A misconception holds that the disease was introduced by a gay male flight attendant, referred to as "Patient Zero". However, subsequent research has revealed that there were cases of AIDS much earlier than initially known. See Patient Zero.

It has also been theorized that a series of inoculations against hepatitis that were performed in the gay community of San Francisco were tainted with the HIV virus. There is a high correlation between recipients of that vaccination and initial cases of AIDS.

One of the best-known works on the history of HIV is "And the Band Played On", by Randy Shilts[?]. Shilts contends that Ronald Reagan's administration dragged its feet in dealing with the crisis due to homophobia, thus allowing the disease to spread and hundreds of thousands of people to needlessly die. This resulted in the formation of ACT-UP[?], or "AIDS Coalition To Unleash Power" by Larry Kramer[?].

Shilts also details the fact that the Red Cross refused to ban homosexuals from donating blood at the request of the Centers for Disease Control early in the discovery of the epidemic in order to not stigmatize homosexuals. Thus, tens of thousands of hemophiliacs and transfusion[?] receivers were infected needlessly, and died. Some might say that this is bias on Shilts' part, but Shilts himself was a non-self-hating gay.

Activists and critics of current AIDS polices allege that another preventable impediment to the attack on the disease was the academic elitism of "celebrity" scientists. Robert Gallo, an American scientist who was one of many to try to attempt to figure out if there was some kind of new virus in the people who were affected with the disease, became embroiled in a legal battle with French scientists trying to do the same thing. Critics claim that because some scientists (and biological research companies) wanted glory and fame, this held up progress on research and more people needlessly died.

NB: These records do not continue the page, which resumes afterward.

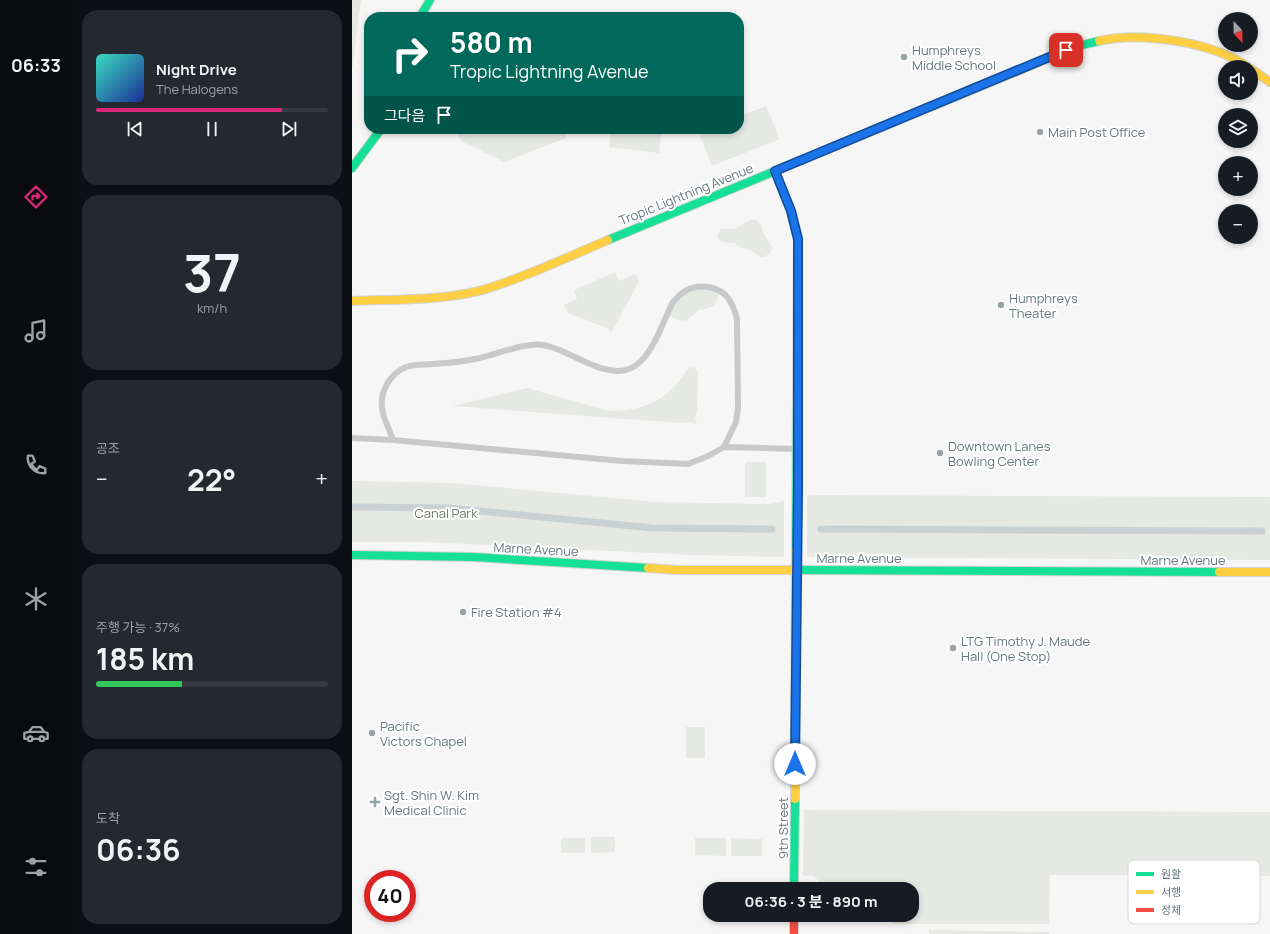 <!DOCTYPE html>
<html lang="ko">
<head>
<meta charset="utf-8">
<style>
  :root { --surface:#171b24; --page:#242831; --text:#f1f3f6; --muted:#9ea1a6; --line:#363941; --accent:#db2777 }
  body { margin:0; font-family:Manrope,"Noto Sans KR",sans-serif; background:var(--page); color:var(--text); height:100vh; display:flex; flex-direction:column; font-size:15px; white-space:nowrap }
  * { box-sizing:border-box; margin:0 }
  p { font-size:13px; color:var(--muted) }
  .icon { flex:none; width:22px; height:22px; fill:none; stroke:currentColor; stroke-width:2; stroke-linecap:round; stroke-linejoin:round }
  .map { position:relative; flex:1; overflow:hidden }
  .details { display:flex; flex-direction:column; gap:10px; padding:10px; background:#0d0f14; width:280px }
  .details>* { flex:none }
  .hud { position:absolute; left:12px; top:12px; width:380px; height:122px; border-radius:16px; box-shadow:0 2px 6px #0003; background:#00695c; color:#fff; overflow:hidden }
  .needle { width:26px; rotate:158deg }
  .tools { position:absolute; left:866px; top:12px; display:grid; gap:8px }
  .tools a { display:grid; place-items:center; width:40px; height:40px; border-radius:50%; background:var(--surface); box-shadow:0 2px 6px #0003; font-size:20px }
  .speed { position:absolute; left:12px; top:870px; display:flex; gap:8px; font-size:20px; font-weight:700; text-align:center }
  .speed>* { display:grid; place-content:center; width:52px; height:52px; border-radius:50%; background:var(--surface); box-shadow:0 2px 6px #0003; line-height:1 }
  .speed .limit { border:6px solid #d22; background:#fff; color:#111 }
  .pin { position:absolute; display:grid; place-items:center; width:34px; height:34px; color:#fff; margin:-17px; border-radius:8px; box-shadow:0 2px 6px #0006 }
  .me { position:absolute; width:44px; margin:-22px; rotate:0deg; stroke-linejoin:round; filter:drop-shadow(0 0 3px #0008) }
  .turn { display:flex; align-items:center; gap:14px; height:84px; padding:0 20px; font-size:18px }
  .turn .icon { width:52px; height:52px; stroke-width:2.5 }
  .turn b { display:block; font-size:28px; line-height:34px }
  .then { display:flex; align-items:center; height:38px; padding:0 20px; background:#0003; gap:8px; font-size:15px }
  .big { font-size:30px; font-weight:700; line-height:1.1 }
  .details .tile { flex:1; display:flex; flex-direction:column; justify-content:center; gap:6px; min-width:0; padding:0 14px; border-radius:16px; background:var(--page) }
  .details .dial { align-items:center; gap:0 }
  .dial b { font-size:52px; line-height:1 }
  .song { display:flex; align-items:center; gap:12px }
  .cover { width:48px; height:48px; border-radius:6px; background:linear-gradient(135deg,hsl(170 70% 55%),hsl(230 70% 35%)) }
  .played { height:4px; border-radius:2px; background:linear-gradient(90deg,var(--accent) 80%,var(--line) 80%) }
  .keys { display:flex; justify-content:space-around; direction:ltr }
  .heat { display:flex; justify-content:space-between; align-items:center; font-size:22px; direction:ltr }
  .charge { height:6px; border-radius:3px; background:linear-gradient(90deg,#34c759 37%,var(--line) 0) }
  .trip { position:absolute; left:351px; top:882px; width:216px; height:40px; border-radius:16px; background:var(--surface); box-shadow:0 2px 6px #0003; font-weight:700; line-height:40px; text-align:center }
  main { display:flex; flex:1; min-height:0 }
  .tab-bar { display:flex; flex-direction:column; width:72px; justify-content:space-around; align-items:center; background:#090b0e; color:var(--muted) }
  .tab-bar .icon { width:28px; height:28px }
  .tab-bar .selected { color:var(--accent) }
  .tab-bar b { font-size:18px; color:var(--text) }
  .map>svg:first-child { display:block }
  .green { fill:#e6e8e3 }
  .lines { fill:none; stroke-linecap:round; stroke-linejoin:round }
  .stream { stroke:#c8d2d2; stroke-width:2 }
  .canal { stroke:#c8d2d2; stroke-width:7 }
  .fast-casing { stroke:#d1d2d3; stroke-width:10 }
  .slow-casing { stroke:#d1d2d3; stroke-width:10 }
  .jam-casing { stroke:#d1d2d3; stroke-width:10 }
  .street { stroke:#c7c9ca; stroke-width:6 }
  .fast { stroke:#16e098; stroke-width:8 }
  .slow { stroke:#ffcf43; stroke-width:8 }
  .jam { stroke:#f24e42; stroke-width:8 }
  .route-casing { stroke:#114b97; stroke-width:10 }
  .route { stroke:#1a73e8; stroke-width:7 }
  .poi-dot { fill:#98a3a7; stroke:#fff; stroke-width:1.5 }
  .labels { text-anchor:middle; stroke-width:4; stroke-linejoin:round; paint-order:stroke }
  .poi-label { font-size:13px; fill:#66777c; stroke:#fff; text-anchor:start }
  .street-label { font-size:13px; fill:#66777c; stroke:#fff }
  .park-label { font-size:13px; fill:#6f7a68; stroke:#fff }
  .key { fill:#fff; stroke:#d1d6d8; stroke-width:1 }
  .key-label { font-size:11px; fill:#66777c }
</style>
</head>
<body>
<main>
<nav class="tab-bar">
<b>06:33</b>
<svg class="icon selected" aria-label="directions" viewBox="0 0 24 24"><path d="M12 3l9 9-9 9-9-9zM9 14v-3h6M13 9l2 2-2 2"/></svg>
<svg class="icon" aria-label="music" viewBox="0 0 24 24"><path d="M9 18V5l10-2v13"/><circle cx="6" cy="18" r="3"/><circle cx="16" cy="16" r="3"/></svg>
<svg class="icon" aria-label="phone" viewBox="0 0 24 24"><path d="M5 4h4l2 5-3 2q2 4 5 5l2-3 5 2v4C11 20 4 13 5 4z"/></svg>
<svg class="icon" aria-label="climate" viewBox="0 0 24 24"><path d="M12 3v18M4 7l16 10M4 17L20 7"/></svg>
<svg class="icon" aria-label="car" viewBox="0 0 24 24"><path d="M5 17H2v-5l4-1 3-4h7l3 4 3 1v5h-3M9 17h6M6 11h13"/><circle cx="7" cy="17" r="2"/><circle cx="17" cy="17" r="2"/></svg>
<svg class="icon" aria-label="filters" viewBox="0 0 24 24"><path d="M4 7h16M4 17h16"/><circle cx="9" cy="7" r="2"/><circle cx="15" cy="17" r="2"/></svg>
</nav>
<section class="details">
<div class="tile">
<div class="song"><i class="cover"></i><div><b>Night Drive</b><p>The Halogens</p></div></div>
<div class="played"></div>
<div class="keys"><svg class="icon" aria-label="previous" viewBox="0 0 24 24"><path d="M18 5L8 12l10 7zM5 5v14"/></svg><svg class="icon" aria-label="pause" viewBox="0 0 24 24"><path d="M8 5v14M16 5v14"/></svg><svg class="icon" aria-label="next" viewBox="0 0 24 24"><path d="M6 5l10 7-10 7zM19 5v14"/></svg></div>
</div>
<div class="tile dial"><b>37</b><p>km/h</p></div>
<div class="tile"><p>공조</p>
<div class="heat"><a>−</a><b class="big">22°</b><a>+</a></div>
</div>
<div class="tile"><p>주행 가능 · 37%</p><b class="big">185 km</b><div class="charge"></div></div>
<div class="tile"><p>도착</p><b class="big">06:36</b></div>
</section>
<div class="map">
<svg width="918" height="934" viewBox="0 0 918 934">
  <rect width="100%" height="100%" fill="#f6f6f6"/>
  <path class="green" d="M 0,0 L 9,0 L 0,72 Z
    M 414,106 L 428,139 L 360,166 L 347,133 L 357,129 L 387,129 L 387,117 Z
    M 104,129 L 213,129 L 214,138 L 152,162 L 109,141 Z
    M 259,129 L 310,129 L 307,153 L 257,147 Z
    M 400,219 C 410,220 409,228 413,236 C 418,244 425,250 412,257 C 406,257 405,254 400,251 C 394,247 391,251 383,243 C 375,241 369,246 365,236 L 369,229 L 382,229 Z
    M 263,272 L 267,281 L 284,274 L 287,282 L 259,333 L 255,328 L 216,313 L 212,305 L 225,299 L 222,290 Z
    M 341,288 L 368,291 C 363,305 362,309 346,310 C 333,325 331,322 315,315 L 321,302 Z
    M 338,367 L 343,368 L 346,372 L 345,411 L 343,418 L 345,424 L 337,422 L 329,423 L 100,406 L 175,388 L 253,410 C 278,413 304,406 322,387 C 328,381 332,373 338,367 Z
    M 393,462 L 414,462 L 414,497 L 393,497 Z
    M 0,481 L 101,483 L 304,502 L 418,504 L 432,501 L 432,557 L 341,555 L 74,542 L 0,542 Z
    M 460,495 L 918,497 L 918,560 L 455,557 L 455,496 Z
    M 334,727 L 353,727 L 353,758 L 334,758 Z
    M 452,810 L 918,812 L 918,876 L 698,875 L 697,924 L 540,924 L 540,915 L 560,915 L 560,889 L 538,889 L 532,883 L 469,883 L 462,876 L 451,876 Z
    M 239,837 L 263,837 L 263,852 L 239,853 Z
    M 209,838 L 233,838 L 233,853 L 209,853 Z
    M 343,838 L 374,838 L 374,856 L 343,855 Z
    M 379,838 L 410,839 L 410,856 L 379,856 Z
    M 577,930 L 697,932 L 697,934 L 577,934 Z"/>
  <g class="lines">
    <path class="stream" d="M 0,506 L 1,507"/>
    <path class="canal" d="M 0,507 L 97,508 L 301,528 L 420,529
      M 469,529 L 910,531"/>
    <defs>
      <path id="fast" d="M 68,17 L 78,0
        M 0,168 L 29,129
        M 423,171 L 439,211 L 446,239 L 444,549
        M 256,240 L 726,46 L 747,41
        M 0,555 L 121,557 L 296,568
        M 444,570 L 867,572
        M 442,889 L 443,799"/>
      <path id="slow" d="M 747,41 C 789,31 860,42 896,67
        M 899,69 L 918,82
        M 0,301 C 43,299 93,301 134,289 C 176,276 216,257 256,240
        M 296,568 L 325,570 L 444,570
        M 867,572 L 918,572
        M 443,799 L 444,549"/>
      <path id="jam" d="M 442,915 L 442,934"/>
    </defs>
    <use href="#fast" class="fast-casing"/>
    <use href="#slow" class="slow-casing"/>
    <use href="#jam" class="jam-casing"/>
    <path class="street" d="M 0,438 L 41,440 L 270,461 L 336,464 L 356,456 L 372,447 L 384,422 L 386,408 L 385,319 C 383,311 381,305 376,298 C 367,286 346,283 333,291 C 328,294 325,298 321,302 C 310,323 300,360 277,369 C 251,379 217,349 191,345 C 173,342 143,355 123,359 C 109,362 96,363 81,364 C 73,365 63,364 54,367 C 38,374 28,391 30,408 C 31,419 38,430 41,440
      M 372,447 L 445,449"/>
    <use href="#fast" class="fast"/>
    <use href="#slow" class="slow"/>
    <use href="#jam" class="jam"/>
  </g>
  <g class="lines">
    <defs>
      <path id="route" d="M 443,764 L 446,490 L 446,239 L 439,211 L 423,171 L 714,50"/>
    </defs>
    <use href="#route" class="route-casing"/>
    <use href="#route" class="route"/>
  </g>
  <g class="poi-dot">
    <circle cx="552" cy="57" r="4"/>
    <circle cx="688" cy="132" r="4"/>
    <circle cx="649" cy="305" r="4"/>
    <circle cx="588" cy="453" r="4"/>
    <circle cx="111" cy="612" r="4"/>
    <circle cx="601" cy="648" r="4"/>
    <circle cx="20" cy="733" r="4"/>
    <path d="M21 796h4v4h4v4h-4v4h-4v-4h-4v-4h4z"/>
  </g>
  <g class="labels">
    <g class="poi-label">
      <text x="560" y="55">Humphreys<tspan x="560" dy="15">Middle School</tspan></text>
      <text x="696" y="137">Main Post Office</text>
      <text x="657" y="303">Humphreys<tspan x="657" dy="15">Theater</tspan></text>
      <text x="596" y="451">Downtown Lanes<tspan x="596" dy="15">Bowling Center</tspan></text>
      <text x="119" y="617">Fire Station #4</text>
      <text x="609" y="646">LTG Timothy J. Maude<tspan x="609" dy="15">Hall (One Stop)</tspan></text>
      <text x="28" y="731">Pacific<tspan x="28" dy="15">Victors Chapel</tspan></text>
      <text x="32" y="800">Sgt. Shin W. Kim<tspan x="32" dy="15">Medical Clinic</tspan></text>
    </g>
    <g class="street-label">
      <text transform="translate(334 194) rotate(-22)" y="5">Tropic Lightning Avenue</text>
      <text transform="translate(184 549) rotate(3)" y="5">Marne Avenue</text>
      <text x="507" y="563">Marne Avenue</text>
      <text x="831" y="565">Marne Avenue</text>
      <text transform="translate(431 828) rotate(-90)" y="5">9th Street</text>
    </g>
    <g class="park-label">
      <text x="94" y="518">Canal Park</text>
    </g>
  </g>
  <rect x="776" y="860" width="132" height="64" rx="6" class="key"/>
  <rect x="784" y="872" width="18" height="4" fill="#16e098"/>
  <rect x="784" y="890" width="18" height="4" fill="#ffcf43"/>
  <rect x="784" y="908" width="18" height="4" fill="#f24e42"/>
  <g class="key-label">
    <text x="809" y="878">원활</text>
    <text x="809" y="896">서행</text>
    <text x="809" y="914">정체</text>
  </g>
</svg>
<div class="tools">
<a><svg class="needle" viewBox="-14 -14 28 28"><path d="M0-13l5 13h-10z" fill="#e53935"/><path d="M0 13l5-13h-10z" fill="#9ea1a6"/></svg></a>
<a><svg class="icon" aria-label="sound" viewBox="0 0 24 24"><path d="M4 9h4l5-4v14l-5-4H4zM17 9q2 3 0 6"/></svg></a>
<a><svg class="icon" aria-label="layers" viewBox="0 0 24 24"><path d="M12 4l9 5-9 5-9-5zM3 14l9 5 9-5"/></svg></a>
<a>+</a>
<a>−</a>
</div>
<div class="speed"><div class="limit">40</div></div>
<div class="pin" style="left:714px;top:50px;background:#d93025"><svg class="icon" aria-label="arrive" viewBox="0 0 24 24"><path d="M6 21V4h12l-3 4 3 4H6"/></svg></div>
<svg class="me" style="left:443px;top:764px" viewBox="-20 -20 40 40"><circle r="19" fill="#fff"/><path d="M0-13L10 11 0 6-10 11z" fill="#1a73e8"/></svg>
<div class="trip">06:36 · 3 분 · 890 m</div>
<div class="hud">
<div class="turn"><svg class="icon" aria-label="right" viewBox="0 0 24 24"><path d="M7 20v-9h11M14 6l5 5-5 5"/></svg><div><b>580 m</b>Tropic Lightning Avenue</div></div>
<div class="then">그다음<svg class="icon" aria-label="arrive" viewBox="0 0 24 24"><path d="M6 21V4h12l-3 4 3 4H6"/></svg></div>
</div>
</div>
</main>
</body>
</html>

Publicity campaigns were started in attempts to counter the often vitriolic and homophobic perception of AIDS as a "gay plague" and replace it with actual medical knowledge that would save lives. In particular this included the Ryan White case, the red ribbon campaigns, the celebrity dinners, the film of "And the Band Played On", sex education programs in schools, TV adverts, and etc. Announcements by various heterosexual celebrities that they had contracted AIDS (including basketball star Magic Johnson) were significant in making the general public aware of the dangers of the disease to everyone, regardless of their sexual preference.